Can you provide a little policy and market background perspective on the impact of COVID-19 on ESG?
There’s clearly an immediate focus of policymakers worldwide on just stopping the disease and saving lives. From a policy perspective, there are phases of the crisis: relief, reopening, and recovery, hopefully leading to greater resilience and potentially even transformation of systems to support improved societal well-being.
Global cooperation is crucial. No one is safe anywhere until everyone is safe everywhere. And as COVID-19 ripples through the developing world, it could certainly come back to the developed world. The problem is that global cooperation has been minimal thus far. Most countries and policymakers have focused on what’s happening within their own borders. And of course, as the economic disruption deepens, there’s pressure on policymakers to act quickly and get resources into the hands of businesses and citizens. You see this in the U.S. with the CARES Act, a $2.2 trillion relief package, with a subsequent relief package already passed by the Senate and now before the House.
It’s unclear the extent to which ESG is a strong consideration for policymakers as they create these packages. There was some movement, at least on the Democratic side, to incorporate ESG considerations, but it was unsuccessful. But as governments develop subsequent packages focused on medium- and long-term recovery, using things like infrastructure to stimulate economic activity, there will likely be more attention on driving companies to manage ESG issues and incorporate sustainability and equity.
This crisis has brought a lot of attention to the interconnectedness of multiple societal issues – how important health is for the economy, for example. Before COVID-19 hit, we were thinking of the second round of ESG focused on sustainability and using frameworks like the Sustainable Development Goals (SDG) to elevate key parts of societal impact as we move from the shareholder value to stakeholder value.

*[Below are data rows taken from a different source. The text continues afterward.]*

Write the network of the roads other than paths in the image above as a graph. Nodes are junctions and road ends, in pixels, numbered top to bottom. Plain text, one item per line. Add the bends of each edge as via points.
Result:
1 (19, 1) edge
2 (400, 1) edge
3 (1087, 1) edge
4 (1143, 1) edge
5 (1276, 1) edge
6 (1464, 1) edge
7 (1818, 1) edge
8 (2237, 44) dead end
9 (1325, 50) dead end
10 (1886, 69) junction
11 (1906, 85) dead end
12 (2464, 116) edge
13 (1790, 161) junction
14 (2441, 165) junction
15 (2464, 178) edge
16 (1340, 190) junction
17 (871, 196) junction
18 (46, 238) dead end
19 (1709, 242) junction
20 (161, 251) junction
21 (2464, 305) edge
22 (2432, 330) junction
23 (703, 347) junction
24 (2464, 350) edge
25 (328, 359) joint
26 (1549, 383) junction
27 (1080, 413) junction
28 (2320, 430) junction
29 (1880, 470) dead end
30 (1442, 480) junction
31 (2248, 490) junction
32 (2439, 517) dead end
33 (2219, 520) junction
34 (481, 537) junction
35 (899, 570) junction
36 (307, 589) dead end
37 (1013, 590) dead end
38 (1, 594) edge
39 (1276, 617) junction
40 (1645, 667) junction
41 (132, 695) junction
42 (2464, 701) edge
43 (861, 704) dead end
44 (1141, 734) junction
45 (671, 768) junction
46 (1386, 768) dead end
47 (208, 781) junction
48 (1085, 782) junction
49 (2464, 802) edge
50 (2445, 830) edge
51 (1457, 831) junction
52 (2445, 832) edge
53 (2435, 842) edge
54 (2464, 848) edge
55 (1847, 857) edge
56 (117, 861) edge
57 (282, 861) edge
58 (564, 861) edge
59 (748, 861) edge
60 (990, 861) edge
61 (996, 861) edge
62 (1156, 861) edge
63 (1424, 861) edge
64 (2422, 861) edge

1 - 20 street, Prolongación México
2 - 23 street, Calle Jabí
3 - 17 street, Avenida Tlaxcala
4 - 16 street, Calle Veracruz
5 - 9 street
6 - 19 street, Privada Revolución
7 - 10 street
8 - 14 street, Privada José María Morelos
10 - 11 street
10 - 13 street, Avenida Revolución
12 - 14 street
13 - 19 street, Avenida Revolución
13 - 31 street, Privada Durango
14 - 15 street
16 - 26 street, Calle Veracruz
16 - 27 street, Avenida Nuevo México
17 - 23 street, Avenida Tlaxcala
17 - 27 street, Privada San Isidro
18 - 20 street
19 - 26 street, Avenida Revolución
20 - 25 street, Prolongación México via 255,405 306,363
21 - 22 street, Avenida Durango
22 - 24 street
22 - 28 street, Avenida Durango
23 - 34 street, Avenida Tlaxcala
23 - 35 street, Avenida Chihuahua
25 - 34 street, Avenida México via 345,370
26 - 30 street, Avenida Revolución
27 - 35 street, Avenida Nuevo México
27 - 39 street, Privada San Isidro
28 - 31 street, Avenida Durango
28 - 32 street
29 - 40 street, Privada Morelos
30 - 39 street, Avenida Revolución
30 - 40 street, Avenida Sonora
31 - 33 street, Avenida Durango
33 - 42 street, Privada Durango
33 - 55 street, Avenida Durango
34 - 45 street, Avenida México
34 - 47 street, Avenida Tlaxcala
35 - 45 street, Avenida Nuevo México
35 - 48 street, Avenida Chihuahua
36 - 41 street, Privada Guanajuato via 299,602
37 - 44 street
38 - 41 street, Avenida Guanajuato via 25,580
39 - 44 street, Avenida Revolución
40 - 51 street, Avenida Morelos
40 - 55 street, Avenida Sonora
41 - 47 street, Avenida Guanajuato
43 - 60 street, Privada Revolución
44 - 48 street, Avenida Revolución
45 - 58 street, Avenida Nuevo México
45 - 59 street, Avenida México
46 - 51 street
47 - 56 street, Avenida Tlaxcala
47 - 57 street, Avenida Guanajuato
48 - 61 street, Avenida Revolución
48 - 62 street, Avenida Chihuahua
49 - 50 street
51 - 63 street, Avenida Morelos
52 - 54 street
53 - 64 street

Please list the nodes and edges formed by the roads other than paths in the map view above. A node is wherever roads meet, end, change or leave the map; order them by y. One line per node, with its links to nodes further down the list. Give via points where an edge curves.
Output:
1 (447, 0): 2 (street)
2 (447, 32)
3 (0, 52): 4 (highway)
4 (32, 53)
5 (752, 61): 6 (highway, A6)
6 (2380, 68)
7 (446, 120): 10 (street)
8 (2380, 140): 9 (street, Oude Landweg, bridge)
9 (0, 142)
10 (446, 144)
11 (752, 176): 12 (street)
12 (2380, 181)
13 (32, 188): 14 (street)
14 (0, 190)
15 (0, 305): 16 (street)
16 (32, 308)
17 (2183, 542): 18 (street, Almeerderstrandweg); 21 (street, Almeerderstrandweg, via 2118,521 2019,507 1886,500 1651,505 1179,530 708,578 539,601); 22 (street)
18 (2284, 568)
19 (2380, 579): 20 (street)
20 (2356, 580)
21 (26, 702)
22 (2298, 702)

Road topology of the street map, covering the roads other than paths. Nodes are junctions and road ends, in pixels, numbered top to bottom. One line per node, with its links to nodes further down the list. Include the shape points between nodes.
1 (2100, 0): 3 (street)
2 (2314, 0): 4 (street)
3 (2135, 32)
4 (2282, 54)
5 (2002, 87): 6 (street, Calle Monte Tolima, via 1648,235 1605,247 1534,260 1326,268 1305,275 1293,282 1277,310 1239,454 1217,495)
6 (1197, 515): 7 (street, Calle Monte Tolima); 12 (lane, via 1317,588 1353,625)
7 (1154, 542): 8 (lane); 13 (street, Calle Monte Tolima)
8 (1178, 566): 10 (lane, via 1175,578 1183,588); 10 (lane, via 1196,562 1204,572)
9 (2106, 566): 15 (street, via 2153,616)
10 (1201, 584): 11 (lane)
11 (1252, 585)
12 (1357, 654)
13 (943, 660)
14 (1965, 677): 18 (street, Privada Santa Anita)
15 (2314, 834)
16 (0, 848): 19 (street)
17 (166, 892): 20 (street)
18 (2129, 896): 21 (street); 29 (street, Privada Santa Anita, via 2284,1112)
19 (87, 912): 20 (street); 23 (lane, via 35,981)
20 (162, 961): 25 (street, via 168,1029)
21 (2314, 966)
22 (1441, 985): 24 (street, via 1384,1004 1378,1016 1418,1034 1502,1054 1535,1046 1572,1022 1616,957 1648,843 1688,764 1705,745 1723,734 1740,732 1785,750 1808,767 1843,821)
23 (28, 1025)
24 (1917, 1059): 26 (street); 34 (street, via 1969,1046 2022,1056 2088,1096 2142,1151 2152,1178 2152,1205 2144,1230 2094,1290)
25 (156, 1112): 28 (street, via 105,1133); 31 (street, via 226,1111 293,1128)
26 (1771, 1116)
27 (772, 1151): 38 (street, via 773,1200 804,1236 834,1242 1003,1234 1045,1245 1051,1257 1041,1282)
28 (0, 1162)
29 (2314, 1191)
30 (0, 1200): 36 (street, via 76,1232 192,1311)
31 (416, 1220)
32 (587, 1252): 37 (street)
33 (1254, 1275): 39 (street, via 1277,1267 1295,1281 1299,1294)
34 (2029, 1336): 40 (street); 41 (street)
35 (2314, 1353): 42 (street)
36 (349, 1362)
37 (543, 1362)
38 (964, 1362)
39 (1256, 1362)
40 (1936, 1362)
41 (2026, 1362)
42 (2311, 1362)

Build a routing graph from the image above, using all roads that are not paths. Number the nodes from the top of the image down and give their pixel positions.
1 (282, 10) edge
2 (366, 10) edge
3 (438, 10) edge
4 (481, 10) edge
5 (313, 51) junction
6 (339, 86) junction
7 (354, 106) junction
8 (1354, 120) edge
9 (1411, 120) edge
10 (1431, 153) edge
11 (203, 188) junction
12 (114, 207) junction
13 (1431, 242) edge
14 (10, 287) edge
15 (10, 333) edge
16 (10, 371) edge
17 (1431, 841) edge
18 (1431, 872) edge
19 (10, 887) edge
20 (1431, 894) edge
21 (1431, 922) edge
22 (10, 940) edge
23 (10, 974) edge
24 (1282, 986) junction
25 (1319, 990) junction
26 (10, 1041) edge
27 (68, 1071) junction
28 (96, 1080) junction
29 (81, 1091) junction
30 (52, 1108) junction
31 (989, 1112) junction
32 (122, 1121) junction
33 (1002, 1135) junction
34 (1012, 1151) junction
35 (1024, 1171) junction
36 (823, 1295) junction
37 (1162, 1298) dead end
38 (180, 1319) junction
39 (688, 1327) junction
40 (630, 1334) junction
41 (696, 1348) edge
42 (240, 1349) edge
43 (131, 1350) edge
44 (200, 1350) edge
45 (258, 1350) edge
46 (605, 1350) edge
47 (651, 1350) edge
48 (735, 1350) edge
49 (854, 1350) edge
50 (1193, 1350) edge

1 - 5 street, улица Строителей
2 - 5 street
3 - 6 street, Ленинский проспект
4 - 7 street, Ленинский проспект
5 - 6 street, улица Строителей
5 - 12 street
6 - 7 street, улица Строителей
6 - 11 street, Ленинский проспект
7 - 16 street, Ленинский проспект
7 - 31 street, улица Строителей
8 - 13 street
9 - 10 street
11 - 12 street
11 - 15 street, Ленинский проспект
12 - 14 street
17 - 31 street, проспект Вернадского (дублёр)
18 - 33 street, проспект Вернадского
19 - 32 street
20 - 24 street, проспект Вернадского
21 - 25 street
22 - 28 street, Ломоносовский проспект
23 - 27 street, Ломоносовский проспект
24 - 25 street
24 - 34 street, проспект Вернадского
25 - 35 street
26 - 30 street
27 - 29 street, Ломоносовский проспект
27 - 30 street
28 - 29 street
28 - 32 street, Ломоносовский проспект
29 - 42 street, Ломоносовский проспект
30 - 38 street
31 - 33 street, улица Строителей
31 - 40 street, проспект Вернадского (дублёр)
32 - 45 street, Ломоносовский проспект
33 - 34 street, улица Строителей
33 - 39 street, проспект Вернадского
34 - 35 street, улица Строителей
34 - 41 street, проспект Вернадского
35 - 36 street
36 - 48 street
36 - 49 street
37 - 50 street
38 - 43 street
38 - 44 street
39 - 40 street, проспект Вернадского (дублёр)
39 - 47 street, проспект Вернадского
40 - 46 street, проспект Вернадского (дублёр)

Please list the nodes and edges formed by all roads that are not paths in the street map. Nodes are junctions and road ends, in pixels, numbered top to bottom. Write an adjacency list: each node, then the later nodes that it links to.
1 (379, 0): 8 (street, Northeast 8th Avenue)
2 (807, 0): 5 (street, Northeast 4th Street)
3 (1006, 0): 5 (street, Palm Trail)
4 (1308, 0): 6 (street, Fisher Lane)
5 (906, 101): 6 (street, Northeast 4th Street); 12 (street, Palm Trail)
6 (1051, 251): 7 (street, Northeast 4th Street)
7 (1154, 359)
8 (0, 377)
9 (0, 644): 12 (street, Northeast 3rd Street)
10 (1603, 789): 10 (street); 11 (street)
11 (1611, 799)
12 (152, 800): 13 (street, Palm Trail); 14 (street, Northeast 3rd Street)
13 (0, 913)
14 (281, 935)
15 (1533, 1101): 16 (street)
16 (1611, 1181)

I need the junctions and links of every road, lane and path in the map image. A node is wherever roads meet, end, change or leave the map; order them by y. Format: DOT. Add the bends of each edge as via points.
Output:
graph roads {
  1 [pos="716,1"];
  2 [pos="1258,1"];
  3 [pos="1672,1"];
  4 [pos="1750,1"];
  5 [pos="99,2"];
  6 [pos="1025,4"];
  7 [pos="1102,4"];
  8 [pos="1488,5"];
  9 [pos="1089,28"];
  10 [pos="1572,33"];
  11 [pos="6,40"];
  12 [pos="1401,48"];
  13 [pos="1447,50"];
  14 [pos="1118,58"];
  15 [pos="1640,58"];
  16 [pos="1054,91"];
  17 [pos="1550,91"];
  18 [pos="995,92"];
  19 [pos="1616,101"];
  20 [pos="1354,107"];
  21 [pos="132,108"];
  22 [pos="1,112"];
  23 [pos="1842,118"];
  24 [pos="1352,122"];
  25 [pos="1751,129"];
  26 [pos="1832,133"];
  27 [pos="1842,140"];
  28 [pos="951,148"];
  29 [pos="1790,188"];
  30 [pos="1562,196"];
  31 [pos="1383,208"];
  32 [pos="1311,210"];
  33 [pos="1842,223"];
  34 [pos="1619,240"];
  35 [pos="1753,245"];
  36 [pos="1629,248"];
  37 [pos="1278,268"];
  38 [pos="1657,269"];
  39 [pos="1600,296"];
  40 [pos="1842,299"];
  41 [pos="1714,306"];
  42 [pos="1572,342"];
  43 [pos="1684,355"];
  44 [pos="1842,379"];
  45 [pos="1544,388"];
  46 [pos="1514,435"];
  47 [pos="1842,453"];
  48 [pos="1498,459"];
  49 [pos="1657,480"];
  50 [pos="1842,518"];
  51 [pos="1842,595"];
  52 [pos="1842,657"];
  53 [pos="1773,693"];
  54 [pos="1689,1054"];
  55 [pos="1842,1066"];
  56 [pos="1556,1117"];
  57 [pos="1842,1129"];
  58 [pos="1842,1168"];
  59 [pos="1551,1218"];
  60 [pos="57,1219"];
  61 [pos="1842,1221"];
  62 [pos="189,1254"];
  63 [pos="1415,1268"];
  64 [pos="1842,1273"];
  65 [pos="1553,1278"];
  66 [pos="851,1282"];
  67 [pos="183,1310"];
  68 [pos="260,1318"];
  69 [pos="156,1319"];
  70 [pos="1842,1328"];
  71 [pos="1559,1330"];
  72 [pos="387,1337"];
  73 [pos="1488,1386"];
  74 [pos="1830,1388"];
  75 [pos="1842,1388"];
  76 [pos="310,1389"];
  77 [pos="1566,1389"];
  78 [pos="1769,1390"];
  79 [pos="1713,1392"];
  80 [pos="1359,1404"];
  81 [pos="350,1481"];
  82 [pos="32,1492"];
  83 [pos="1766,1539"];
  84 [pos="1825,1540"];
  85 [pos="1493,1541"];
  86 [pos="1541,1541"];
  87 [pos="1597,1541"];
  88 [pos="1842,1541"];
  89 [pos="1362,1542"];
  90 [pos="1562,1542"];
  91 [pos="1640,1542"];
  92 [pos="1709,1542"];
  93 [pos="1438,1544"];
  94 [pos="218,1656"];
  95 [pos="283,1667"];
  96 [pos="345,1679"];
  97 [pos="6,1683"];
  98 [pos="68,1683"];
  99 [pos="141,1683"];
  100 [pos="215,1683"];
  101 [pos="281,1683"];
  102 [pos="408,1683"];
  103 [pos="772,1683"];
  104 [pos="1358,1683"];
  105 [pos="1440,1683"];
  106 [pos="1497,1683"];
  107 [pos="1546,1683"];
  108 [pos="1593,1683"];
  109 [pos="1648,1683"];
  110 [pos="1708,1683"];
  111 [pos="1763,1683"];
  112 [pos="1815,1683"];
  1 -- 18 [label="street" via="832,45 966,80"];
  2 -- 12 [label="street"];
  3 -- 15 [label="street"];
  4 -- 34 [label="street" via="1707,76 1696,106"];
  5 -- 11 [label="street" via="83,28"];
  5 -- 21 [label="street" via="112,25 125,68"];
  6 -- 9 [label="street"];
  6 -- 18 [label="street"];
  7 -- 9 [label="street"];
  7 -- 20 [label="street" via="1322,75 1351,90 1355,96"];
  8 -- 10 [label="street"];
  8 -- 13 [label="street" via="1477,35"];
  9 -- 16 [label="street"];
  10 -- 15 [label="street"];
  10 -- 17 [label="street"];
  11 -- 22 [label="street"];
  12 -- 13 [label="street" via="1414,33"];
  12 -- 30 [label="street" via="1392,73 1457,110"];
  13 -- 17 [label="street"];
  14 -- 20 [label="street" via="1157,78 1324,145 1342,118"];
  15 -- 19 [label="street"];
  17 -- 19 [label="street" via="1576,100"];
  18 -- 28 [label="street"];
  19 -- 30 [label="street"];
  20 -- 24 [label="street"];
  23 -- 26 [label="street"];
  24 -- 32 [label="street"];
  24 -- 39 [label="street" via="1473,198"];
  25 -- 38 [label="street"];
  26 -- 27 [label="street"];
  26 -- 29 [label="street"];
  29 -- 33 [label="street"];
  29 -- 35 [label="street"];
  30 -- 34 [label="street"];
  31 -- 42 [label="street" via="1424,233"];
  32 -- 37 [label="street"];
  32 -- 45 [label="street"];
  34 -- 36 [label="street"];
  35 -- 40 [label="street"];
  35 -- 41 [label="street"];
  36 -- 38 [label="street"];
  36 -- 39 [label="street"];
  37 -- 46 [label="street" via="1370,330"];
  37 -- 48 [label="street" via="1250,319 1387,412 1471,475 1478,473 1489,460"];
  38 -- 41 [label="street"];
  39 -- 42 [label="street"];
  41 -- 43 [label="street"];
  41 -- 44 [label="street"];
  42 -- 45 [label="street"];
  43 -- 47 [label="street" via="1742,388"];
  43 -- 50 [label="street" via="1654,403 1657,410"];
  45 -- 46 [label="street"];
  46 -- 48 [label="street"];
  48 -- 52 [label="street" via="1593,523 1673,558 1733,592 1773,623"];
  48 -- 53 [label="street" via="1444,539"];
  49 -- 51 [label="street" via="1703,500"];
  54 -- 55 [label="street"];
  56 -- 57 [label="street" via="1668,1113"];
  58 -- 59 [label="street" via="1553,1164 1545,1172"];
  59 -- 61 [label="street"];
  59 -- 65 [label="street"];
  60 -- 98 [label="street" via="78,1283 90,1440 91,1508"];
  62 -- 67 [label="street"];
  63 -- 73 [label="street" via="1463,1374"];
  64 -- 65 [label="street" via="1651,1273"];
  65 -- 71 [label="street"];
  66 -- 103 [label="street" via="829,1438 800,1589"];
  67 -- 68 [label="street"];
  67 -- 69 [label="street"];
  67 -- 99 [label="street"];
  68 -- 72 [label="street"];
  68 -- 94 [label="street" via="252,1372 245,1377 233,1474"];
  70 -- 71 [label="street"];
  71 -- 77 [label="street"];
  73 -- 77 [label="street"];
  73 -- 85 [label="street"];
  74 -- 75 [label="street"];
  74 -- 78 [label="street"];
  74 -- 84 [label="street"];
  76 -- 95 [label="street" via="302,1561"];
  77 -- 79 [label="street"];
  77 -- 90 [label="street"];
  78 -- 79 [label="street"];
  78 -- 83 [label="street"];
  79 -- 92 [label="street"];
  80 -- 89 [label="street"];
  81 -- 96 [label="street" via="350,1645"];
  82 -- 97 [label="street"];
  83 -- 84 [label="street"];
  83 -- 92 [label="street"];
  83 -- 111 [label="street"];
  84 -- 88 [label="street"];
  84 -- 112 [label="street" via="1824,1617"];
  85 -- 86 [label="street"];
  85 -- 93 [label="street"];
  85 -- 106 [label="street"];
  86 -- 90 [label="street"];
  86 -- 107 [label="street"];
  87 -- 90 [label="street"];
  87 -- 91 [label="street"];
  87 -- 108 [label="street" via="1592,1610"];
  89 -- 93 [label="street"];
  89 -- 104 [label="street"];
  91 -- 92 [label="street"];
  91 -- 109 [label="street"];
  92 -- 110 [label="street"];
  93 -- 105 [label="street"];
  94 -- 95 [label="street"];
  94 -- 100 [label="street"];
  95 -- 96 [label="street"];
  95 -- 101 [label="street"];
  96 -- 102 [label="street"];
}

You’ll likely see governments try and solve multiple societal problems at once with their policy and resource interventions. Investors will seek to manage their risks; they will regard ESG as a risk management framework and may want to double down on their focus on sustainability during the COVID-19 recovery phase.
As we start to finally move from response to recovery, you’ll probably see a tie between the climate agenda and economic agenda to drive economic recovery. It’s an opportune time to combine them both to improve the outcomes for those most vulnerable and most impacted economically. At the same time, I think you’ll see a lot of pressure for policymakers to move quickly and try to get quick results on the economic front. This will cause tension around issues with sustainability and climate. It’s too early to tell which side will win out as we balance that tension.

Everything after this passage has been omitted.